Throughout history, especially in Africa, millions of people have died and none of the developed countries lifted a finger to help them because they have no resources that are of worth to these countries. And so, they continue to languish in poverty. With so much technology and the rise of AI, a better idea would be to concentrate energy, ingenuity, and willpower on providing practical solutions to the most basic problems facing poor countries – a reliable supply of food, adequate housing, and clean water. Developed nations can afford this type of aid. Technology either exists or is in promising stages of development, whether it be water treated by sunlight, small water wheels for irrigation, desalination plants (like those in Libya I worked on that changed a desert into an agricultural oasis), drip irrigation systems, and small-scale equipment to ease the back-breaking numbness of 10-20 hours per day of hand labor done on low rations and scarce water.

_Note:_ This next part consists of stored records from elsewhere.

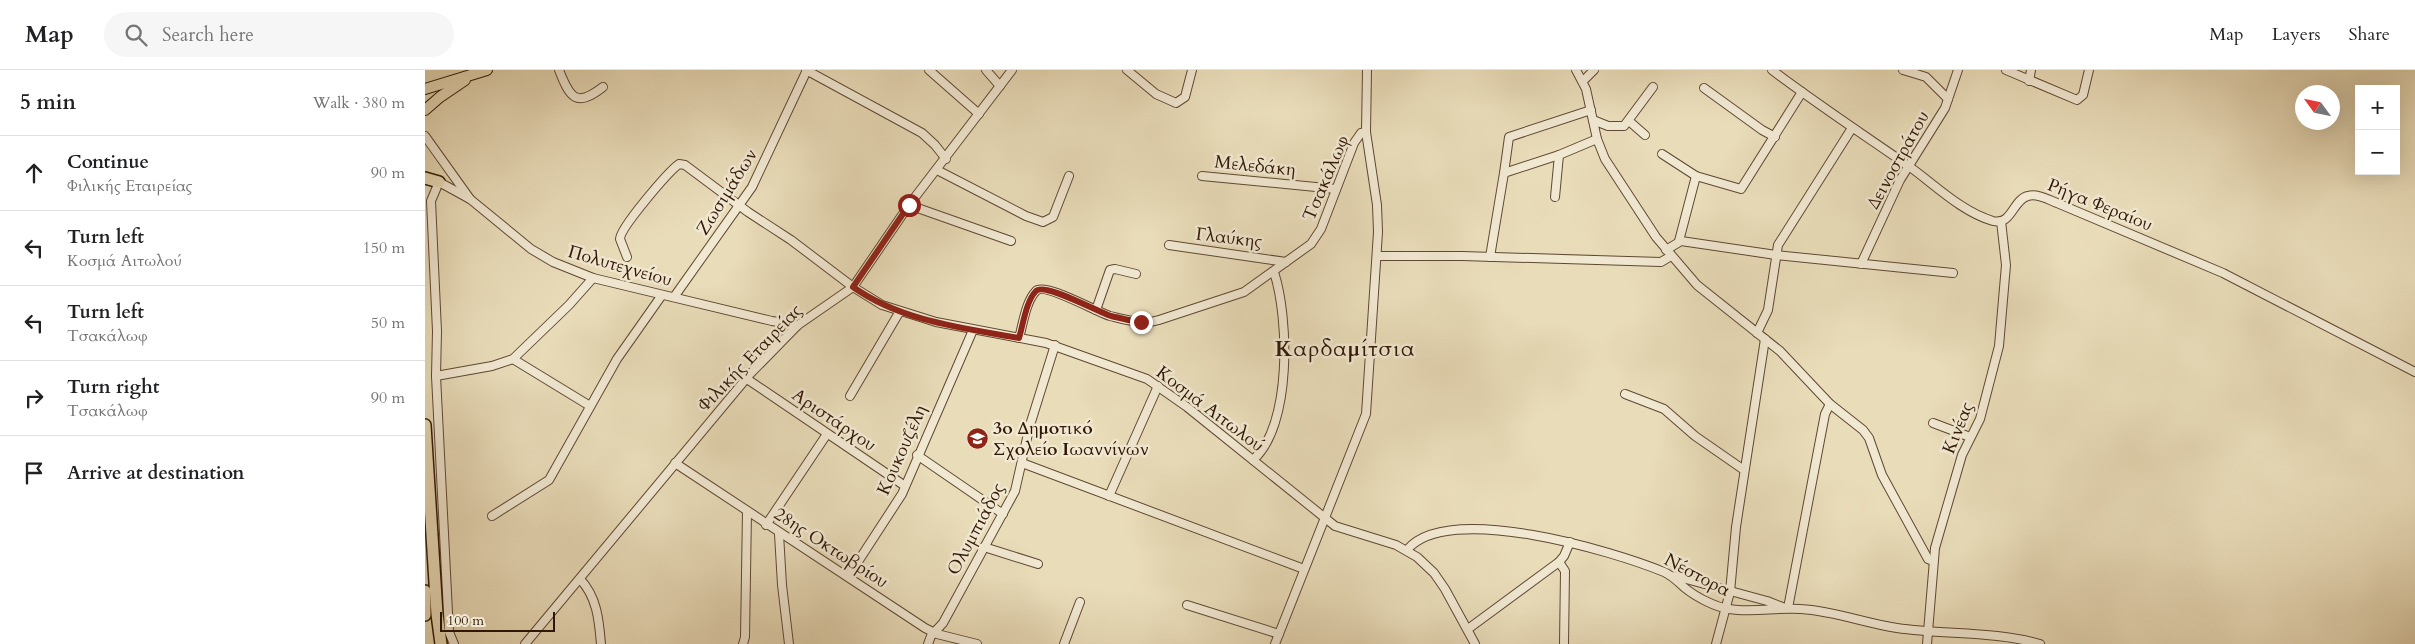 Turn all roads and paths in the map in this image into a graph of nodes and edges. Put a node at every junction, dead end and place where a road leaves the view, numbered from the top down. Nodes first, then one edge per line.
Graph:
1 (487, 70) edge
2 (559, 70) edge
3 (806, 70) edge
4 (929, 70) edge
5 (986, 70) edge
6 (1012, 70) edge
7 (1127, 70) edge
8 (1191, 70) edge
9 (1367, 70) edge
10 (1576, 70) edge
11 (1594, 70) edge
12 (1772, 70) edge
13 (1903, 70) edge
14 (1958, 70) edge
15 (2006, 70) edge
16 (2031, 70) edge
17 (2089, 70) edge
18 (473, 76) junction
19 (1583, 81) junction
20 (2029, 81) junction
21 (1000, 86) junction
22 (603, 87) dead end
23 (1653, 87) dead end
24 (425, 88) edge
25 (1704, 88) dead end
26 (1802, 92) junction
27 (1948, 99) junction
28 (425, 110) edge
29 (1591, 110) junction
30 (979, 114) junction
31 (1593, 120) junction
32 (1629, 121) junction
33 (1852, 128) junction
34 (1366, 132) junction
35 (1645, 135) dead end
36 (425, 136) edge
37 (1775, 137) junction
38 (1597, 138) junction
39 (1662, 154) dead end
40 (1559, 155) junction
41 (946, 159) junction
42 (1909, 166) junction
43 (937, 170) junction
44 (1504, 173) junction
45 (1069, 176) dead end
46 (1202, 176) dead end
47 (1696, 176) junction
48 (425, 178) edge
49 (439, 182) junction
50 (1336, 190) junction
51 (1555, 197) dead end
52 (470, 199) junction
53 (909, 205) junction
54 (739, 206) junction
55 (2001, 221) junction
56 (1011, 241) dead end
57 (1679, 241) junction
58 (1169, 245) dead end
59 (1668, 253) junction
60 (1776, 255) junction
61 (1377, 256) junction
62 (627, 257) dead end
63 (1490, 257) junction
64 (1286, 262) junction
65 (1861, 264) junction
66 (1274, 272) junction
67 (1953, 273) dead end
68 (1136, 274) dead end
69 (593, 278) junction
70 (853, 287) junction
71 (662, 294) junction
72 (674, 297) junction
73 (1096, 310) junction
74 (900, 312) junction
75 (798, 325) junction
76 (973, 330) junction
77 (1757, 333) junction
78 (1019, 338) junction
79 (1765, 339) junction
80 (1055, 345) junction
81 (513, 359) junction
82 (2415, 372) edge
83 (437, 376) junction
84 (747, 378) junction
85 (1157, 386) junction
86 (1625, 394) dead end
87 (850, 396) dead end
88 (1830, 404) junction
89 (590, 406) junction
90 (1933, 422) dead end
91 (425, 425) edge
92 (827, 434) junction
93 (1970, 437) junction
94 (917, 455) junction
95 (1253, 460) junction
96 (675, 463) junction
97 (1022, 463) junction
98 (1744, 470) junction
99 (905, 486) junction
100 (1109, 496) junction
101 (747, 510) junction
102 (1003, 514) junction
103 (492, 516) dead end
104 (1326, 519) junction
105 (766, 525) junction
106 (779, 534) junction
107 (1570, 542) junction
108 (984, 547) junction
109 (1407, 550) junction
110 (1559, 562) junction
111 (1933, 562) junction
112 (1038, 564) dead end
113 (1304, 569) junction
114 (1665, 573) junction
115 (848, 577) junction
116 (580, 579) junction
117 (425, 591) edge
118 (1730, 592) junction
119 (1081, 602) dead end
120 (1187, 605) dead end
121 (1787, 608) junction
122 (1727, 609) junction
123 (425, 615) edge
124 (1468, 629) junction
125 (1929, 631) junction
126 (934, 633) junction
127 (1279, 634) junction
128 (2031, 643) edge
129 (441, 644) edge
130 (454, 644) edge
131 (525, 644) edge
132 (601, 644) edge
133 (743, 644) edge
134 (789, 644) edge
135 (928, 644) edge
136 (977, 644) edge
137 (1063, 644) edge
138 (1275, 644) edge
139 (1475, 644) edge
140 (1564, 644) edge
141 (1716, 644) edge
142 (1927, 644) edge
143 (2040, 644) edge

1 - 18 main road
2 - 22 street
3 - 41 street
3 - 54 street, Ζωσιμάδων
4 - 30 street
5 - 21 street
6 - 21 street, Φιλικής Εταιρείας
7 - 8 street
9 - 34 street
10 - 19 street
11 - 19 street
12 - 26 street
13 - 27 street
14 - 27 street, Δεινοστράτου
15 - 20 street
16 - 20 street
17 - 20 street
18 - 24 main road
18 - 28 main road
19 - 29 street
21 - 30 street, Φιλικής Εταιρείας
23 - 32 street
25 - 37 street
26 - 33 street
26 - 37 street
27 - 42 street, Δεινοστράτου
29 - 31 street
29 - 44 street
30 - 41 street, Φιλικής Εταιρείας
31 - 32 street
31 - 38 street
32 - 35 street
33 - 42 street
33 - 60 street
34 - 50 street, Τσακάλωφ
34 - 61 street
36 - 52 street, Πολυτεχνείου
37 - 47 street
38 - 40 street
38 - 59 street
39 - 47 street
40 - 44 street
40 - 51 street
41 - 43 street, Φιλικής Εταιρείας
42 - 55 street
42 - 65 street, Δεινοστράτου
43 - 45 street
43 - 53 street, Φιλικής Εταιρείας
44 - 63 street
46 - 50 street, Μελεδάκη
47 - 57 street
48 - 49 highway
49 - 52 street
49 - 83 street
50 - 64 street, Τσακάλωφ
52 - 69 street, Πολυτεχνείου
53 - 56 street
53 - 70 street, Φιλικής Εταιρείας
54 - 62 street, Κοσμά Αιτωλού
54 - 70 street, Κοσμά Αιτωλού
54 - 72 street, Ζωσιμάδων
55 - 82 street, Ρήγα Φεραίου
55 - 93 street, Κινέας
57 - 59 street
57 - 60 street
58 - 64 street, Γλαύκης
59 - 63 street
59 - 77 street
60 - 65 street
60 - 77 street
61 - 63 street
61 - 104 street
64 - 66 street, Τσακάλωφ
65 - 67 street
66 - 73 street, Τσακάλωφ
66 - 95 street
68 - 73 street
69 - 71 street, Πολυτεχνείου
69 - 81 street
70 - 74 street, Κοσμά Αιτωλού
70 - 75 street, Φιλικής Εταιρείας
71 - 72 street, Πολυτεχνείου
71 - 89 street
72 - 75 street, Πολυτεχνείου
73 - 78 street, Τσακάλωφ
74 - 76 street, Κοσμά Αιτωλού
74 - 87 street
75 - 84 street, Φιλικής Εταιρείας
76 - 78 street, Κοσμά Αιτωλού
76 - 94 street, Κουκουζέλη
77 - 79 street
78 - 80 street, Κοσμά Αιτωλού
79 - 88 street
79 - 98 street
80 - 85 street, Κοσμά Αιτωλού
80 - 97 street, Ολυμπιάδος
81 - 83 street
81 - 89 street
83 - 130 street
84 - 92 street, Αριστάρχου
84 - 96 street, Φιλικής Εταιρείας
85 - 95 street, Κοσμά Αιτωλού
85 - 100 street
86 - 98 street
88 - 111 street
88 - 121 street
89 - 103 street
90 - 93 street
91 - 129 highway
92 - 99 street, Αριστάρχου
92 - 105 street
93 - 111 street, Κινέας
94 - 99 street, Κουκουζέλη
94 - 102 street
95 - 104 street, Κοσμά Αιτωλού
96 - 101 street, 28ης Οκτωβρίου
96 - 116 street, Φιλικής Εταιρείας
97 - 100 street
97 - 102 street, Ολυμπιάδος
98 - 118 street
99 - 115 street, Κουκουζέλη
100 - 113 street
101 - 105 street, 28ης Οκτωβρίου
101 - 133 street
102 - 108 street, Ολυμπιάδος
104 - 109 street, Κοσμά Αιτωλού
104 - 113 street
105 - 106 street, 28ης Οκτωβρίου
106 - 115 street, 28ης Οκτωβρίου
106 - 134 street
107 - 109 street, Νέστορα
107 - 110 street
107 - 114 street, Νέστορα
108 - 112 street
108 - 126 street, Ολυμπιάδος
109 - 124 street
110 - 124 street
110 - 140 street
111 - 125 street, Κινέας
113 - 127 street
114 - 118 street
114 - 122 street, Νέστορα
115 - 126 street, 28ης Οκτωβρίου
116 - 131 street, Φιλικής Εταιρείας
116 - 132 street
117 - 123 highway
118 - 121 street
118 - 122 street
119 - 137 street
120 - 127 street
121 - 122 street, Νέστορα
121 - 125 street, Νέστορα
122 - 141 street
124 - 139 street
125 - 128 street, Νέστορα
125 - 142 street, Κινέας
126 - 135 street, Ολυμπιάδος
126 - 136 street, 28ης Οκτωβρίου
127 - 138 street
128 - 143 street, Νέστορα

Imagine if all the aid given relied on something as simple as a hydroponic system made from PVC or other pipe. This is an example. In simplistic terms, all that would be necessary is water, the materials to construct the system, and nutrients for growing. These systems can yield up to 20 to 30 times the equivalent of soil using the same area size. One family I know in El Salvador, produces 30 pounds per month from a five-pipe system that is about five feet long and six feet high. Practicality rather than wasting money on precision agriculture that people cannot afford in developing countries is what is necessary. Along with that, it takes people who care and want to help.

Courtesy IDP

Throughout the past 60 years, when developed countries extend aid to poorer countries, it is wise to remember that the simplest ideas often have the greatest impact, and that local people often know how best to apply them under dire conditions. Ironically, when the lights go out, such farmers will be in the best shape but for now, the strategy should be to help them with technology that is low tech and that works for them. Technology that pushes precision agriculture as the way to eliminate poverty, meet the rising demand for food, and cope with adverse effects of climate change will not and has not worked in poorer countries. The burden on food security needs to be lessened globally. A strategy, such as low-tech agriculture will work and will lessen the burden on food security. Have a safe day.